Bentuk nisan ini cukup unik karena menyerupai lingga ataupun menhir. Nisan-nisan tersebut memiliki bentuk yang bersumber pada tradisi sebelumnya, prasejarah dan klasik. Nisan tersebut dilengkapi dengan pola hias, berupa pahatan flora, geometris atau kaligrafi. Nisan-nisan tersebut meniru/menyerupai bentuk menhir atau lingga yang sangat umum dipakai pada masa prasejarah dan masa klasik/Hindu-Buddha.
Nisan 1
Terletak di dalam Benteng Kuta Lubuk. Nisan berukuran tinggi sekitar 80 cm. Berbentuk persegi empat berukuran lebar 20 cm, semakin ke atas semakin mengecil (piramid). Tiap sisi terdapat panil yang berisi hiasan berupa kaligrafi maupun motif sulur.





Nisan 2
Di bagian atas terdapat panil berukir motif flora. Bagian atap/kepala berbentuk oval, horisontal.





Nisan 3
Terbuat dari jenis batuan andesit (batu Kali), dengan motif sangat menarik.
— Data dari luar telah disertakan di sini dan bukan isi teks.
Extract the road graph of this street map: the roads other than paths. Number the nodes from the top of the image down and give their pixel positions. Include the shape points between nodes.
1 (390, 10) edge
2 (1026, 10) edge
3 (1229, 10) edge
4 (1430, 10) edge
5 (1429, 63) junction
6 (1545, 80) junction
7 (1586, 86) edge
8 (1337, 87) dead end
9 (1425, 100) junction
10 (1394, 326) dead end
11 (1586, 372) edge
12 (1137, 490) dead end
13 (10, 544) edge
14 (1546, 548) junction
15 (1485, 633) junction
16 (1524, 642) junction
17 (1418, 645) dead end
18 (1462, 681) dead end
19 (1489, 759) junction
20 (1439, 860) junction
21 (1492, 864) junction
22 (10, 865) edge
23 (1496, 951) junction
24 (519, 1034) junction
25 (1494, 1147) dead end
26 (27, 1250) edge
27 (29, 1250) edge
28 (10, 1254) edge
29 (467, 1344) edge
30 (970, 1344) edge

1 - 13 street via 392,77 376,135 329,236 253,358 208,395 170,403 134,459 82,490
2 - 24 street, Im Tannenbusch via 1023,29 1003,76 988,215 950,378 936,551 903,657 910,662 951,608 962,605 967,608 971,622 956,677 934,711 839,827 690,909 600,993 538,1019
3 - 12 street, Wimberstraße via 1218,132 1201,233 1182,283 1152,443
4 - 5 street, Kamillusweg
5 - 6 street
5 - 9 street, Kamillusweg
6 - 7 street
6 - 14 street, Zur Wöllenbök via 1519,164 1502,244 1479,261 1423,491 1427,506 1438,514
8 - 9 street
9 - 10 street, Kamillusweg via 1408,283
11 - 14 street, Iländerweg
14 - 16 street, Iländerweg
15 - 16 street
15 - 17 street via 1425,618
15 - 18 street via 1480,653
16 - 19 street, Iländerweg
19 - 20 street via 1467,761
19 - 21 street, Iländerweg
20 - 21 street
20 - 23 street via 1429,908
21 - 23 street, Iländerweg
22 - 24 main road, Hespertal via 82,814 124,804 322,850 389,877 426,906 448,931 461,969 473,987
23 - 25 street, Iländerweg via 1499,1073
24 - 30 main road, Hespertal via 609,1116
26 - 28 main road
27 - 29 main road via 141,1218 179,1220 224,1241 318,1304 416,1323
Tinggi keseluruhan nisan diperkirakan sekitar 85 cm. Bagian dasar berukuran lebar sekitar 20 cm. pada tiap-tiap sisi terdapat panil-panil dengan kaligrafi. Bagian atas dihiasi dengan ukiran dengan motif bunga kerawang (tembus). Kepala berbentuk bawang.






Nisan 4
Berbahan dasar batuan andesit (batu kali). Sisi-sisinya berukuran lebar 20 cm. Terdapat panil di tiap sisi, dengan ukiran bermotif tanjung/lotus atau bunga teratai yang sedang mekar, dua sisi lainnya dihiasi dengan motif lotus yang sedang kuncup.



Nisan 5
Berbahan batuan kapur, berwarna putih kekuningan. Terdapat panil di keempat sisinya yang berisi kaligrafi dalam kondisi aus. Bagian atas terdapat panil yang berhiaskan sulur-suluran sampai ke bagian atas. Bagian atas berbentuk bawang, semakin ke atas makin mengecil.






Daftar Raja Kesultanan Lamuri 

Dari lebih kurang 84 batu nisan yang tersebar di 17 komplek pemakaman, terdapat 28 batu nisan yang memiliki inskripsi. Dari ke-28 batu nisan tersebut diperoleh sebanyak 10 raja yang memerintah Lamuri, 8 orang bergelar malik dan 2 orang bergelar sultan.
  • Malik Syamsuddin (wafat 822 H/1419 M)
  • Malik 'Alawuddin (wafat 822 H/1419 M)
  • Muzhhiruddin. Diperkirakan seorang raja, tanggal wafat tidak diketahui.
  • Sultan Muhammad bin 'Alawuddin (wafat 834 H/1431 M)
  • Malik Nizar bin Zaid (wafat 837 H/1434 M)
  • Malik Zaid (bin Nizar?) (wafat 844 H/1441 M)
  • Malik Jawwaduddin (wafat 842 H/1439 M)
  • Malik Zainal 'Abidin (wafat 845 H/1442 M)
  • Malik Muhammad Syah (wafat 848 H/1444 M)
  • Sultan Muhammad Syah (wafat 908 H/1503 M)
Di Lam Reh terdapat makam Sultan Sulaiman bin Abdullah (wafat 1211), penguasa pertama di Indonesia yang diketahui menyandang gelar "sultan". Penemuan arkeologis pada tahun 2007 mengungkapkan adanya nisan Islam tertua di Asia Tenggara yaitu pada tahun 398 H/1007 M. Pada inskripsinya terbaca: Hazal qobri tarikh yaumul Juma`ah atsani wa isryina mia Shofar tis`a wa tsalatsun wa tsamah minal Hijri. Namun menurut pembacaan oleh peneliti sejarah Samudra Pasai, Teungku Taqiyuddin Muhammad, nisan tersebut berangka tahun 839 H/1437 M.